Shell was granted the contract in 2018 and has since carried out the reprocessing of 3D seismic data, regional and detailed geological studies, stratigraphic and petrophysical studies as well as geochemical and hydrocarbon analyses. With the modification request, Shell aims to continue with the evaluation of the petroleum potential in the area and to incorporate hydrocarbon resources by drilling a well to target Oligocene, Eocene and Paleocene plays.
Shell requested that the contract be revisited due to technical and economic changes arising from drilling activities that it carried out in nearby blocks. The IOC now seeks to drill a prospective well and continue exploration studies with resource estimation and evaluation of post-drilling information at a base level scenario. Once enhanced infrastructure is put in place, Shell then aims to explore the block further and drill up to three sidetracks at an incremental stage.
At the base-level scenario, the IOC expects to find prospective resources for 80MMboe, with the possibility of recovering 20MMb of light oil. With the modification approved by the regulator, investment in the project is expected to rise to US$55.62 million for the base scenario and US$112.78 million for the incremental scenario before the contract expires on June 27 2023.
This news comes after Shell’s Director of Corporate Affairs in Mexico announced the British company’s plans to continue investment in Mexico with a long-term vision. Commenting on the uncertainty that the federal government has been accused of generating for private companies operating in the Mexican energy market, Lucía Bustamante told El Sol de México that the company has a vision for Mexico for at least the next 50 years, which anticipates policy changes in the energy sector as administrations come and go: “How many administrations are we going to live through in those 50 years? More than seven. It is precisely long-term thinking that saves you from momentary challenges. We hope that in the future the public sector will be more aware,” she said.
The British company also announced plans last month to drill five further oil wells, open more gas stations and initiate a pilot program for electric cars. Bustamante pointed out that Mexico continues to be the 13th largest economy in the world. For a global company like Shell with operations in over 80 countries, the potential benefits are too great to miss out on.

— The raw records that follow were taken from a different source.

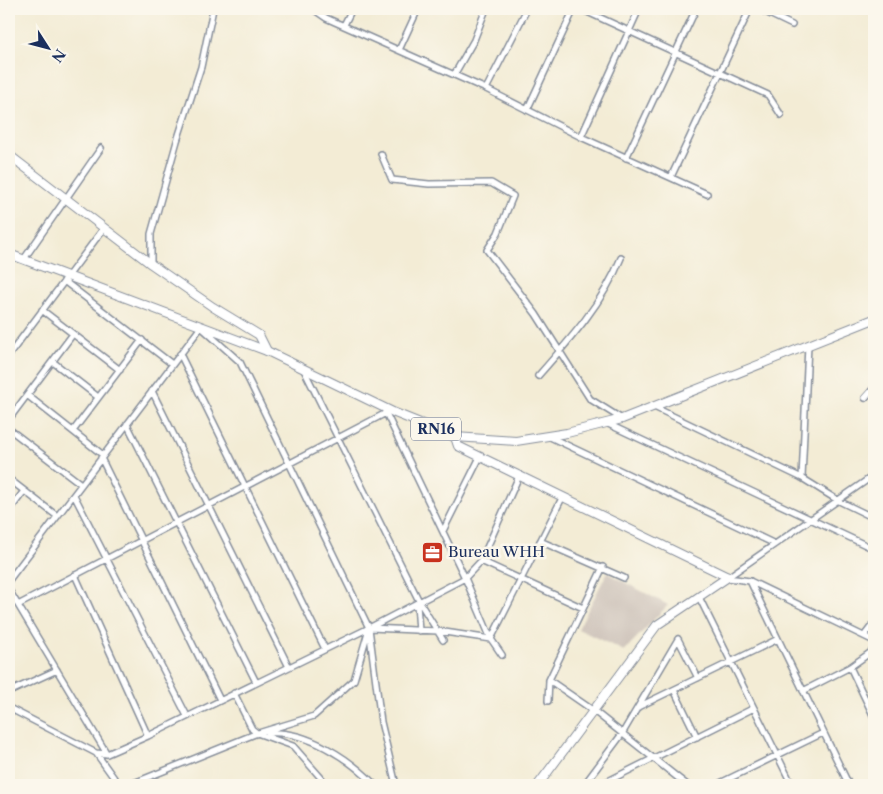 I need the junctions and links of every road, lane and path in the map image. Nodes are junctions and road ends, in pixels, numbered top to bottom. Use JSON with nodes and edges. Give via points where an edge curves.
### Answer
{"nodes":[{"id":1,"x":213,"y":9,"type":"edge"},
{"id":2,"x":313,"y":9,"type":"edge"},
{"id":3,"x":352,"y":9,"type":"edge"},
{"id":4,"x":418,"y":9,"type":"edge"},
{"id":5,"x":486,"y":9,"type":"edge"},
{"id":6,"x":527,"y":9,"type":"edge"},
{"id":7,"x":574,"y":9,"type":"edge"},
{"id":8,"x":581,"y":9,"type":"edge"},
{"id":9,"x":639,"y":9,"type":"edge"},
{"id":10,"x":696,"y":9,"type":"edge"},
{"id":11,"x":750,"y":9,"type":"edge"},
{"id":12,"x":759,"y":9,"type":"edge"},
{"id":13,"x":344,"y":25,"type":"junction"},
{"id":14,"x":792,"y":25,"type":"dead end"},
{"id":15,"x":629,"y":30,"type":"junction"},
{"id":16,"x":399,"y":50,"type":"junction"},
{"id":17,"x":674,"y":54,"type":"junction"},
{"id":18,"x":718,"y":73,"type":"junction"},
{"id":19,"x":454,"y":75,"type":"junction"},
{"id":20,"x":486,"y":89,"type":"junction"},
{"id":21,"x":527,"y":110,"type":"junction"},
{"id":22,"x":782,"y":115,"type":"dead end"},
{"id":23,"x":581,"y":137,"type":"junction"},
{"id":24,"x":102,"y":148,"type":"dead end"},
{"id":25,"x":381,"y":154,"type":"dead end"},
{"id":26,"x":9,"y":156,"type":"edge"},
{"id":27,"x":626,"y":158,"type":"junction"},
{"id":28,"x":671,"y":177,"type":"junction"},
{"id":29,"x":707,"y":194,"type":"dead end"},
{"id":30,"x":66,"y":199,"type":"junction"},
{"id":31,"x":104,"y":228,"type":"junction"},
{"id":32,"x":9,"y":254,"type":"edge"},
{"id":33,"x":621,"y":258,"type":"dead end"},
{"id":34,"x":24,"y":259,"type":"junction"},
{"id":35,"x":151,"y":264,"type":"junction"},
{"id":36,"x":67,"y":278,"type":"junction"},
{"id":37,"x":42,"y":310,"type":"junction"},
{"id":38,"x":874,"y":319,"type":"edge"},
{"id":39,"x":201,"y":327,"type":"junction"},
{"id":40,"x":73,"y":334,"type":"junction"},
{"id":41,"x":142,"y":340,"type":"junction"},
{"id":42,"x":808,"y":345,"type":"junction"},
{"id":43,"x":559,"y":350,"type":"junction"},
{"id":44,"x":267,"y":351,"type":"junction"},
{"id":45,"x":180,"y":354,"type":"junction"},
{"id":46,"x":9,"y":355,"type":"edge"},
{"id":47,"x":53,"y":362,"type":"junction"},
{"id":48,"x":172,"y":364,"type":"junction"},
{"id":49,"x":303,"y":368,"type":"junction"},
{"id":50,"x":120,"y":370,"type":"junction"},
{"id":51,"x":538,"y":376,"type":"dead end"},
{"id":52,"x":874,"y":388,"type":"edge"},
{"id":53,"x":152,"y":391,"type":"junction"},
{"id":54,"x":27,"y":395,"type":"junction"},
{"id":55,"x":98,"y":397,"type":"junction"},
{"id":56,"x":865,"y":398,"type":"dead end"},
{"id":57,"x":654,"y":407,"type":"junction"},
{"id":58,"x":385,"y":410,"type":"junction"},
{"id":59,"x":9,"y":419,"type":"edge"},
{"id":60,"x":622,"y":419,"type":"junction"},
{"id":61,"x":127,"y":424,"type":"junction"},
{"id":62,"x":608,"y":424,"type":"junction"},
{"id":63,"x":9,"y":429,"type":"edge"},
{"id":64,"x":73,"y":431,"type":"junction"},
{"id":65,"x":549,"y":436,"type":"junction"},
{"id":66,"x":455,"y":437,"type":"junction"},
{"id":67,"x":338,"y":438,"type":"junction"},
{"id":68,"x":480,"y":456,"type":"junction"},
{"id":69,"x":102,"y":457,"type":"junction"},
{"id":70,"x":289,"y":464,"type":"junction"},
{"id":71,"x":520,"y":476,"type":"junction"},
{"id":72,"x":802,"y":478,"type":"junction"},
{"id":73,"x":870,"y":478,"type":"dead end"},
{"id":74,"x":9,"y":480,"type":"edge"},
{"id":75,"x":81,"y":484,"type":"junction"},
{"id":76,"x":244,"y":487,"type":"junction"},
{"id":77,"x":24,"y":491,"type":"junction"},
{"id":78,"x":74,"y":495,"type":"junction"},
{"id":79,"x":562,"y":498,"type":"junction"},
{"id":80,"x":839,"y":501,"type":"junction"},
{"id":81,"x":208,"y":506,"type":"junction"},
{"id":82,"x":9,"y":511,"type":"edge"},
{"id":83,"x":58,"y":516,"type":"junction"},
{"id":84,"x":874,"y":518,"type":"edge"},
{"id":85,"x":811,"y":519,"type":"junction"},
{"id":86,"x":178,"y":522,"type":"junction"},
{"id":87,"x":443,"y":531,"type":"junction"},
{"id":88,"x":142,"y":540,"type":"junction"},
{"id":89,"x":540,"y":541,"type":"junction"},
{"id":90,"x":775,"y":544,"type":"junction"},
{"id":91,"x":874,"y":549,"type":"edge"},
{"id":92,"x":107,"y":558,"type":"junction"},
{"id":93,"x":481,"y":561,"type":"junction"},
{"id":94,"x":603,"y":567,"type":"junction"},
{"id":95,"x":75,"y":575,"type":"junction"},
{"id":96,"x":466,"y":578,"type":"junction"},
{"id":97,"x":624,"y":578,"type":"dead end"},
{"id":98,"x":728,"y":578,"type":"junction"},
{"id":99,"x":521,"y":579,"type":"junction"},
{"id":100,"x":9,"y":580,"type":"edge"},
{"id":101,"x":750,"y":581,"type":"junction"},
{"id":102,"x":9,"y":590,"type":"edge"},
{"id":103,"x":699,"y":597,"type":"junction"},
{"id":104,"x":418,"y":604,"type":"junction"},
{"id":105,"x":18,"y":605,"type":"junction"},
{"id":106,"x":584,"y":608,"type":"junction"},
{"id":107,"x":874,"y":623,"type":"edge"},
{"id":108,"x":369,"y":628,"type":"junction"},
{"id":109,"x":438,"y":631,"type":"junction"},
{"id":110,"x":419,"y":632,"type":"junction"},
{"id":111,"x":864,"y":636,"type":"junction"},
{"id":112,"x":491,"y":639,"type":"junction"},
{"id":113,"x":778,"y":639,"type":"junction"},
{"id":114,"x":443,"y":640,"type":"dead end"},
{"id":115,"x":874,"y":642,"type":"edge"},
{"id":116,"x":325,"y":649,"type":"junction"},
{"id":117,"x":874,"y":650,"type":"edge"},
{"id":118,"x":502,"y":655,"type":"dead end"},
{"id":119,"x":731,"y":662,"type":"junction"},
{"id":120,"x":289,"y":667,"type":"junction"},
{"id":121,"x":850,"y":667,"type":"junction"},
{"id":122,"x":57,"y":670,"type":"junction"},
{"id":123,"x":698,"y":678,"type":"junction"},
{"id":124,"x":549,"y":680,"type":"junction"},
{"id":125,"x":256,"y":682,"type":"junction"},
{"id":126,"x":674,"y":690,"type":"junction"},
{"id":127,"x":803,"y":691,"type":"junction"},
{"id":128,"x":9,"y":692,"type":"edge"},
{"id":129,"x":234,"y":693,"type":"junction"},
{"id":130,"x":220,"y":700,"type":"junction"},
{"id":131,"x":548,"y":700,"type":"dead end"},
{"id":132,"x":638,"y":707,"type":"junction"},
{"id":133,"x":9,"y":708,"type":"edge"},
{"id":134,"x":754,"y":708,"type":"junction"},
{"id":135,"x":594,"y":711,"type":"junction"},
{"id":136,"x":187,"y":716,"type":"junction"},
{"id":137,"x":874,"y":717,"type":"edge"},
{"id":138,"x":823,"y":733,"type":"junction"},
{"id":139,"x":257,"y":734,"type":"junction"},
{"id":140,"x":622,"y":734,"type":"junction"},
{"id":141,"x":148,"y":736,"type":"junction"},
{"id":142,"x":697,"y":737,"type":"junction"},
{"id":143,"x":96,"y":753,"type":"junction"},
{"id":144,"x":107,"y":754,"type":"junction"},
{"id":145,"x":777,"y":755,"type":"junction"},
{"id":146,"x":654,"y":758,"type":"junction"},
{"id":147,"x":119,"y":785,"type":"edge"},
{"id":148,"x":129,"y":785,"type":"edge"},
{"id":149,"x":325,"y":785,"type":"edge"},
{"id":150,"x":375,"y":785,"type":"edge"},
{"id":151,"x":396,"y":785,"type":"edge"},
{"id":152,"x":538,"y":785,"type":"edge"},
{"id":153,"x":584,"y":785,"type":"edge"},
{"id":154,"x":600,"y":785,"type":"edge"},
{"id":155,"x":687,"y":785,"type":"edge"},
{"id":156,"x":716,"y":785,"type":"edge"},
{"id":157,"x":792,"y":785,"type":"edge"},
{"id":158,"x":850,"y":785,"type":"edge"}],
"edges":[{"from":1,"to":35,"type":"street","via":[[201,67],[151,234]]},
{"from":2,"to":13,"type":"street"},
{"from":3,"to":13,"type":"street"},
{"from":4,"to":16,"type":"street"},
{"from":5,"to":19,"type":"street","via":[[474,40]]},
{"from":6,"to":20,"type":"street"},
{"from":7,"to":21,"type":"street"},
{"from":8,"to":15,"type":"street"},
{"from":9,"to":15,"type":"street"},
{"from":10,"to":17,"type":"street"},
{"from":11,"to":18,"type":"street"},
{"from":12,"to":14,"type":"street"},
{"from":13,"to":16,"type":"street"},
{"from":15,"to":17,"type":"street"},
{"from":15,"to":23,"type":"street"},
{"from":16,"to":19,"type":"street"},
{"from":17,"to":18,"type":"street"},
{"from":17,"to":27,"type":"street"},
{"from":18,"to":22,"type":"street","via":[[768,95]]},
{"from":18,"to":28,"type":"street"},
{"from":19,"to":20,"type":"street"},
{"from":20,"to":21,"type":"street"},
{"from":21,"to":23,"type":"street"},
{"from":23,"to":27,"type":"street"},
{"from":24,"to":30,"type":"street"},
{"from":25,"to":43,"type":"street","via":[[392,180],[429,184],[491,183],[513,196],[488,250]]},
{"from":26,"to":30,"type":"main road"},
{"from":27,"to":28,"type":"street"},
{"from":28,"to":29,"type":"street"},
{"from":30,"to":31,"type":"main road"},
{"from":30,"to":34,"type":"street"},
{"from":31,"to":35,"type":"main road"},
{"from":31,"to":36,"type":"street"},
{"from":32,"to":34,"type":"main road","number":"RN16"},
{"from":33,"to":43,"type":"street","via":[[594,308]]},
{"from":34,"to":36,"type":"main road","number":"RN16"},
{"from":35,"to":44,"type":"main road","via":[[259,335]]},
{"from":36,"to":37,"type":"street"},
{"from":36,"to":39,"type":"main road","number":"RN16"},
{"from":36,"to":41,"type":"street"},
{"from":37,"to":40,"type":"street"},
{"from":37,"to":46,"type":"street"},
{"from":38,"to":42,"type":"main road","number":"RN16"},
{"from":39,"to":44,"type":"main road","number":"RN16"},
{"from":39,"to":45,"type":"street"},
{"from":39,"to":70,"type":"street","via":[[240,362]]},
{"from":40,"to":47,"type":"street"},
{"from":40,"to":50,"type":"street"},
{"from":41,"to":48,"type":"street"},
{"from":41,"to":50,"type":"street"},
{"from":42,"to":57,"type":"main road","number":"RN16"},
{"from":42,"to":72,"type":"street"},
{"from":43,"to":51,"type":"street"},
{"from":43,"to":60,"type":"street","via":[[590,399]]},
{"from":44,"to":49,"type":"main road","number":"RN16"},
{"from":45,"to":48,"type":"street"},
{"from":45,"to":76,"type":"street"},
{"from":47,"to":54,"type":"street"},
{"from":47,"to":55,"type":"street"},
{"from":48,"to":53,"type":"street"},
{"from":49,"to":58,"type":"main road","number":"RN16"},
{"from":49,"to":67,"type":"street"},
{"from":50,"to":55,"type":"street"},
{"from":52,"to":56,"type":"street"},
{"from":53,"to":61,"type":"street"},
{"from":53,"to":81,"type":"street"},
{"from":54,"to":59,"type":"street"},
{"from":54,"to":64,"type":"street"},
{"from":55,"to":64,"type":"street"},
{"from":57,"to":60,"type":"main road","number":"RN16"},
{"from":57,"to":72,"type":"street"},
{"from":58,"to":66,"type":"main road","number":"RN16"},
{"from":58,"to":67,"type":"street"},
{"from":58,"to":87,"type":"street"},
{"from":60,"to":62,"type":"main road","number":"RN16"},
{"from":61,"to":69,"type":"street"},
{"from":61,"to":86,"type":"street"},
{"from":62,"to":65,"type":"main road","number":"RN16"},
{"from":62,"to":85,"type":"street"},
{"from":63,"to":75,"type":"street"},
{"from":64,"to":69,"type":"street"},
{"from":65,"to":66,"type":"main road","number":"RN16","via":[[516,441]]},
{"from":65,"to":90,"type":"street"},
{"from":66,"to":68,"type":"main road","via":[[458,446]]},
{"from":67,"to":70,"type":"street"},
{"from":67,"to":104,"type":"street"},
{"from":68,"to":71,"type":"main road"},
{"from":68,"to":87,"type":"street"},
{"from":69,"to":75,"type":"street"},
{"from":69,"to":88,"type":"street"},
{"from":70,"to":76,"type":"street"},
{"from":70,"to":108,"type":"street"},
{"from":71,"to":79,"type":"main road"},
{"from":71,"to":93,"type":"street"},
{"from":72,"to":80,"type":"street"},
{"from":73,"to":80,"type":"street"},
{"from":74,"to":77,"type":"street"},
{"from":75,"to":78,"type":"street"},
{"from":76,"to":81,"type":"street"},
{"from":76,"to":116,"type":"street"},
{"from":77,"to":82,"type":"street"},
{"from":77,"to":83,"type":"street"},
{"from":78,"to":83,"type":"street"},
{"from":78,"to":92,"type":"street"},
{"from":79,"to":89,"type":"street"},
{"from":79,"to":98,"type":"main road"},
{"from":80,"to":84,"type":"street"},
{"from":80,"to":85,"type":"street"},
{"from":81,"to":86,"type":"street"},
{"from":81,"to":120,"type":"street"},
{"from":83,"to":100,"type":"street"},
{"from":85,"to":90,"type":"street"},
{"from":85,"to":91,"type":"street"},
{"from":86,"to":88,"type":"street"},
{"from":86,"to":125,"type":"street"},
{"from":87,"to":96,"type":"street"},
{"from":88,"to":92,"type":"street"},
{"from":88,"to":130,"type":"street"},
{"from":89,"to":94,"type":"street"},
{"from":89,"to":99,"type":"street"},
{"from":90,"to":98,"type":"street"},
{"from":92,"to":95,"type":"street"},
{"from":92,"to":136,"type":"street"},
{"from":93,"to":96,"type":"street"},
{"from":93,"to":99,"type":"street"},
{"from":94,"to":97,"type":"street"},
{"from":94,"to":106,"type":"street"},
{"from":95,"to":105,"type":"street"},
{"from":95,"to":141,"type":"street"},
{"from":96,"to":104,"type":"street"},
{"from":96,"to":112,"type":"street"},
{"from":98,"to":101,"type":"street"},
{"from":98,"to":103,"type":"main road"},
{"from":99,"to":106,"type":"street"},
{"from":99,"to":112,"type":"street"},
{"from":101,"to":111,"type":"street"},
{"from":101,"to":113,"type":"street"},
{"from":102,"to":105,"type":"street"},
{"from":103,"to":119,"type":"street"},
{"from":103,"to":135,"type":"main road","via":[[658,625]]},
{"from":104,"to":108,"type":"street"},
{"from":104,"to":109,"type":"street"},
{"from":104,"to":110,"type":"street"},
{"from":105,"to":122,"type":"street"},
{"from":106,"to":124,"type":"street"},
{"from":107,"to":111,"type":"street"},
{"from":108,"to":110,"type":"street"},
{"from":108,"to":116,"type":"street"},
{"from":108,"to":139,"type":"street","via":[[354,680],[342,694],[314,716]]},
{"from":108,"to":151,"type":"street","via":[[380,722]]},
{"from":109,"to":110,"type":"street"},
{"from":109,"to":112,"type":"street"},
{"from":109,"to":114,"type":"street"},
{"from":111,"to":115,"type":"street"},
{"from":112,"to":118,"type":"street"},
{"from":113,"to":119,"type":"street"},
{"from":113,"to":127,"type":"street"},
{"from":116,"to":120,"type":"street"},
{"from":117,"to":121,"type":"street"},
{"from":119,"to":123,"type":"street"},
{"from":119,"to":134,"type":"street"},
{"from":120,"to":125,"type":"street"},
{"from":121,"to":127,"type":"street"},
{"from":121,"to":137,"type":"street"},
{"from":122,"to":128,"type":"street"},
{"from":122,"to":144,"type":"street"},
{"from":123,"to":126,"type":"street"},
{"from":123,"to":132,"type":"street","via":[[678,639]]},
{"from":124,"to":131,"type":"street"},
{"from":124,"to":135,"type":"street"},
{"from":125,"to":129,"type":"street"},
{"from":126,"to":132,"type":"street"},
{"from":126,"to":142,"type":"street"},
{"from":127,"to":138,"type":"street"},
{"from":129,"to":130,"type":"street"},
{"from":129,"to":139,"type":"street"},
{"from":130,"to":136,"type":"street"},
{"from":132,"to":140,"type":"street"},
{"from":133,"to":143,"type":"street"},
{"from":134,"to":142,"type":"street"},
{"from":134,"to":145,"type":"street"},
{"from":135,"to":140,"type":"street"},
{"from":135,"to":152,"type":"main road"},
{"from":136,"to":141,"type":"street"},
{"from":138,"to":145,"type":"street"},
{"from":138,"to":158,"type":"street"},
{"from":139,"to":148,"type":"street"},
{"from":139,"to":149,"type":"street","via":[[293,746]]},
{"from":139,"to":150,"type":"street","via":[[282,732],[337,752]]},
{"from":140,"to":146,"type":"street"},
{"from":140,"to":153,"type":"street"},
{"from":141,"to":144,"type":"street"},
{"from":142,"to":146,"type":"street"},
{"from":143,"to":144,"type":"street"},
{"from":143,"to":147,"type":"street"},
{"from":145,"to":156,"type":"street"},
{"from":145,"to":157,"type":"street"},
{"from":146,"to":154,"type":"street"},
{"from":146,"to":155,"type":"street"}]}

Shell plans to drill five oil wells as part of its continued CNH-approved work plan, which will require investment of between US$60 and US$80 for each well. Bustamante noted that such a project will generate at least a thousand new jobs to boost employment in Mexico.
The IOC also operates 230 gas stations across 17 Mexican states and plans on expanding this portfolio. Construction of new gas stations is expected to cost between US$1 and US$3 million each, while upgrading and maintenance of existing service stations are estimated at US$300,000.
In keeping with its move towards a more sustainable business model and support for energy transition, Shell announced plans to upgrade its gas station to incorporate facilities for electric cars. The pilot program will begin in Puebla, and if successful, the IOC then hopes to implement this initiative throughout the country.